可扩展机器人控制的在线扩散策略强化学习算法综述 (A Review of Online Diffusion Policy RL Algorithms for Scalable Robotic Control)

Diffusion policies have emerged as a powerful approach for robotic control, demonstrating superior expressiveness in modeling multimodal action distributions compared to conventional policy networks. However, their integration with online reinforcement learning remains challenging due to fundamental incompatibilities between diffusion model training objectives and standard RL policy improvement mechanisms. This paper presents the first comprehensive review and empirical analysis of current Online Diffusion Policy Reinforcement Learning (Online DPRL) algorithms for scalable robotic control systems. We propose a novel taxonomy that categorizes existing approaches into four distinct families--Action-Gradient, Q-Weighting, Proximity-Based, and Backpropagation Through Time (BPTT) methods--based on their policy improvement mechanisms. Through extensive experiments on a unified NVIDIA Isaac Lab benchmark encompassing 12 diverse robotic tasks, we systematically evaluate representative algorithms across five critical dimensions: task diversity, parallelization capability, diffusion step scalability, cross-embodiment generalization, and environmental robustness. Our analysis identifies key findings regarding the fundamental trade-offs inherent in each algorithmic family, particularly concerning sample efficiency and scalability. Furthermore, we reveal critical computational and algorithmic bottlenecks that currently limit the practical deployment of online DPRL. Based on these findings, we provide concrete guidelines for algorithm selection tailored to specific operational constraints and outline promising future research directions to advance the field toward more general and scalable robotic learning systems.

翻译：扩散策略已成为机器人控制的一种强大方法，相较于传统策略网络，其在建模多模态动作分布方面展现出卓越的表达能力。
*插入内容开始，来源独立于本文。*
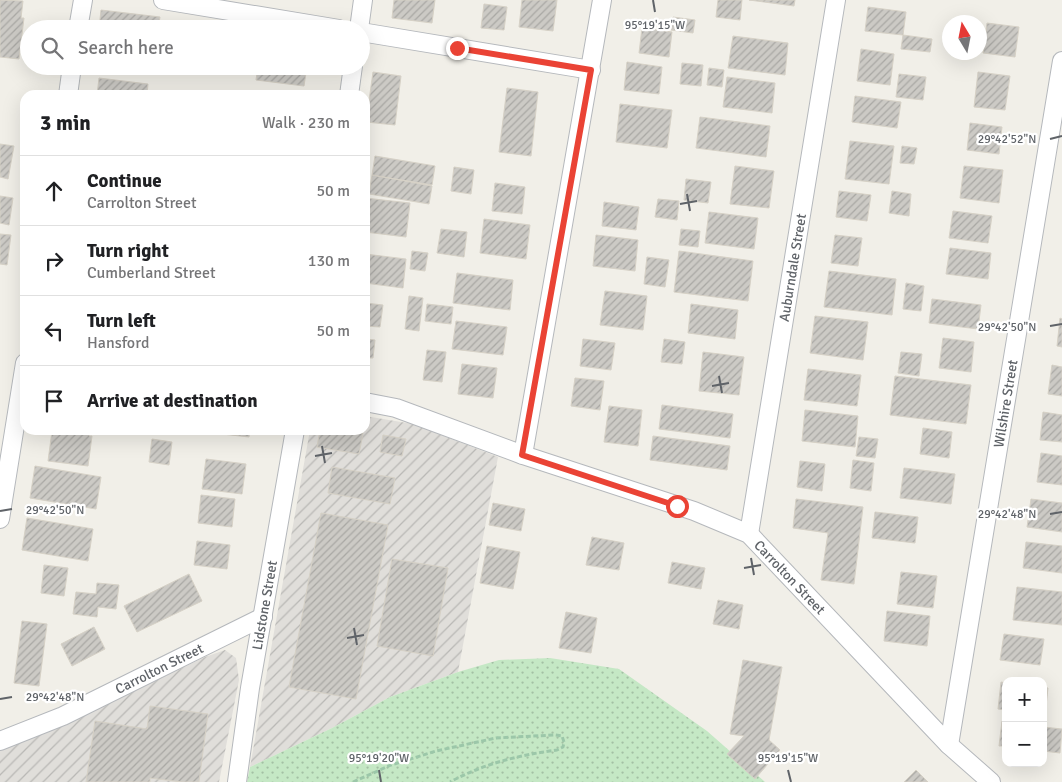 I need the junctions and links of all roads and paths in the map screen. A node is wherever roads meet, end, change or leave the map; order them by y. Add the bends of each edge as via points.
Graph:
1 (83, 0) edge
2 (163, 0) edge
3 (364, 0) edge
4 (602, 0) edge
5 (836, 0) edge
6 (80, 20) edge
7 (284, 20) edge
8 (361, 20) edge
9 (370, 33) edge
10 (1062, 61) edge
11 (591, 70) junction
12 (71, 75) edge
13 (352, 75) edge
14 (69, 90) edge
15 (350, 90) edge
16 (20, 394) edge
17 (370, 403) edge
18 (294, 435) edge
19 (522, 455) junction
20 (0, 519) edge
21 (748, 534) junction
22 (263, 617) junction
23 (0, 741) edge
24 (949, 745) junction
25 (237, 782) edge
26 (353, 782) edge
27 (450, 782) edge
28 (991, 782) edge

1 - 6 street
2 - 7 street
3 - 8 street
4 - 11 street
5 - 21 street, Auburndale Street
9 - 11 street
10 - 24 street, Wilshire Street
11 - 19 street
12 - 14 street
13 - 15 street
16 - 20 street
17 - 19 street, Carrolton Street via 396,408
18 - 22 street, Lidstone Street
19 - 21 street, Carrolton Street via 694,511
21 - 24 street, Carrolton Street
22 - 23 street, Carrolton Street via 62,716
22 - 25 street, Lidstone Street
24 - 28 street, Carrolton Street
26 - 27 path via 391,765 436,751 496,738 562,736 563,747 557,750 496,762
然而，由于扩散模型训练目标与标准强化学习策略改进机制之间存在根本性不兼容，将其与在线强化学习相结合仍然具有挑战性。本文首次对当前面向可扩展机器人控制系统的在线扩散策略强化学习算法进行了全面综述与实证分析。我们提出了一种新颖的分类法，根据策略改进机制将现有方法划分为四个不同的类别——动作梯度法、Q值加权法、邻近度法以及通过时间的反向传播法。通过在统一的NVIDIA Isaac Lab基准测试平台上对12种不同机器人任务进行广泛实验，我们从任务多样性、并行化能力、扩散步骤可扩展性、跨具身泛化能力以及环境鲁棒性这五个关键维度，系统评估了代表性算法。我们的分析揭示了每个算法家族所固有的基本权衡，尤其是在样本效率与可扩展性方面。此外，我们揭示了当前限制在线扩散策略强化学习实际部署的关键计算与算法瓶颈。基于这些发现，我们为针对特定操作约束的算法选择提供了具体指导原则，并概述了有前景的未来研究方向，以推动该领域朝着更通用、更可扩展的机器人学习系统发展。